Adventures with a Walmart CCTV kit

After the second time one of our parked cars was run into by reckless (probably drunk) drivers who never leave a note, I decided to install some security cameras. To avoid giving even more detailed insight into my comings and goings to Lord Bezos, I wanted a wired setup that required no internet access. I wound up getting the "Night Owl 4K UHD Wired Security System" from Walmart for $189 which I thought was quite reasonable.

box image

The kit comes with 4x cameras model CM-DP8lSA-B, 4x BNC+power cables and a DVR model DVR-BTD8-81-VT3. The wall warts for the DVR and cameras have the same connectors and look identical except that the DVR is 12v and the cameras are 15V, so watch out. The cameras seem fine and the picture is reasonably clear, so as usual the software is where we run into trouble.

Peeking under the hood

Here is the internals of the DVR box. I did not remove the heatsink for fear of ruining the thermal compound so I can't say for sure what the CPU is.

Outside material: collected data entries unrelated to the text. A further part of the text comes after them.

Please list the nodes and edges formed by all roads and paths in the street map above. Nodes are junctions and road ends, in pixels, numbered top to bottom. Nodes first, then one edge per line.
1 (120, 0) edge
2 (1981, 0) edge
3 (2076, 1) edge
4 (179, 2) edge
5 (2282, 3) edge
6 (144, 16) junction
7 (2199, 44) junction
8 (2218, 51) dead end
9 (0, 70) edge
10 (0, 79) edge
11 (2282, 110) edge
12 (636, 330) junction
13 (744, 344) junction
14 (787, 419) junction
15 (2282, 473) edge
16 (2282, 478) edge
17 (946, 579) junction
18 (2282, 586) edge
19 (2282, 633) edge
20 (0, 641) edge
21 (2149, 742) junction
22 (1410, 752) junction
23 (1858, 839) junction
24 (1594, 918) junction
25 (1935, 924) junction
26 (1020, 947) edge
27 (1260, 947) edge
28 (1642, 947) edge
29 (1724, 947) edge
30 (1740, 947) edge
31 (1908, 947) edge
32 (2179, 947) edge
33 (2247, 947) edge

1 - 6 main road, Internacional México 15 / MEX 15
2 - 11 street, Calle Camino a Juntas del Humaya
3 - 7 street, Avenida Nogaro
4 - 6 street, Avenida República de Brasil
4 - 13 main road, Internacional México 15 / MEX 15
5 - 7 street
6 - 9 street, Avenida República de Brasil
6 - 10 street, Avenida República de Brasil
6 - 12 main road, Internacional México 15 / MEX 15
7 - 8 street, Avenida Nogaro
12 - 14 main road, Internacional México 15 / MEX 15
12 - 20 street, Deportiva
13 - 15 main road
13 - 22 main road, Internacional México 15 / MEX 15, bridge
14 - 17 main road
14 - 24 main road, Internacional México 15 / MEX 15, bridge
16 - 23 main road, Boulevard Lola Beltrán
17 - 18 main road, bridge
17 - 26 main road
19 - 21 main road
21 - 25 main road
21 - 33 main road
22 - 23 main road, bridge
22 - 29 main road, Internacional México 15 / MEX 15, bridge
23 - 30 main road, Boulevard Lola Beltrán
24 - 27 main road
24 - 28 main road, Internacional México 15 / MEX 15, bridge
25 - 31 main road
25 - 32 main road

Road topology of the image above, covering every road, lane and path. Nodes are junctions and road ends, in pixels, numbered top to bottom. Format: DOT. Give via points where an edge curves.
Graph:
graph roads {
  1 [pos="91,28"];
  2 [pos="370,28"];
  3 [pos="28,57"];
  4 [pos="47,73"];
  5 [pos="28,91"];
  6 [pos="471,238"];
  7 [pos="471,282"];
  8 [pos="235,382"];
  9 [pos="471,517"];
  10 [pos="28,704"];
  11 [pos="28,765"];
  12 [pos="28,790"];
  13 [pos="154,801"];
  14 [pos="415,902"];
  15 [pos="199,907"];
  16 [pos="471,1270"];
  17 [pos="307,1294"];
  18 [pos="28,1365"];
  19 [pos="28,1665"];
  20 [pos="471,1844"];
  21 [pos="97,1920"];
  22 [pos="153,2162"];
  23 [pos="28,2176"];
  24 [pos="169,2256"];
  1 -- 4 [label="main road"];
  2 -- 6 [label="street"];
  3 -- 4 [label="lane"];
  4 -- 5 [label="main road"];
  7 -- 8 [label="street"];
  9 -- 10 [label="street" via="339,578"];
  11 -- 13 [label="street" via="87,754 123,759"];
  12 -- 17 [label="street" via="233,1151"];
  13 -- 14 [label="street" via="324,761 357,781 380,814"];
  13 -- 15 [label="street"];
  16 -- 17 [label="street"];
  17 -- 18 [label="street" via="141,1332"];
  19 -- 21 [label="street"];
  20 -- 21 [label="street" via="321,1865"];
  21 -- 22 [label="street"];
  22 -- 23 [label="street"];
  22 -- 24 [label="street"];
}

By connecting a logic analyzer to the serial console I captured a partial boot log. Lots of interesting stuff in there:

This UART is definitely ripe for further investigation (for starters, connecting a real UART to it for rx+tx) but I have not done more because I'm not ready to start soldering headers to it just yet.


The advertising emphasized that this is not some IOT always connected nonsense, but of course the instructions "strongly recommend" connecting it to the internet anyway. I don't want this thing sending images or joining botnets on the internet, but I would like to be able to use it over LAN so I don't have to find another monitor just for this DVR. I connected it to a monitor and ran through the setup wizard, set a password, assigned a static IP and skipped all the internet/bluetooth steps.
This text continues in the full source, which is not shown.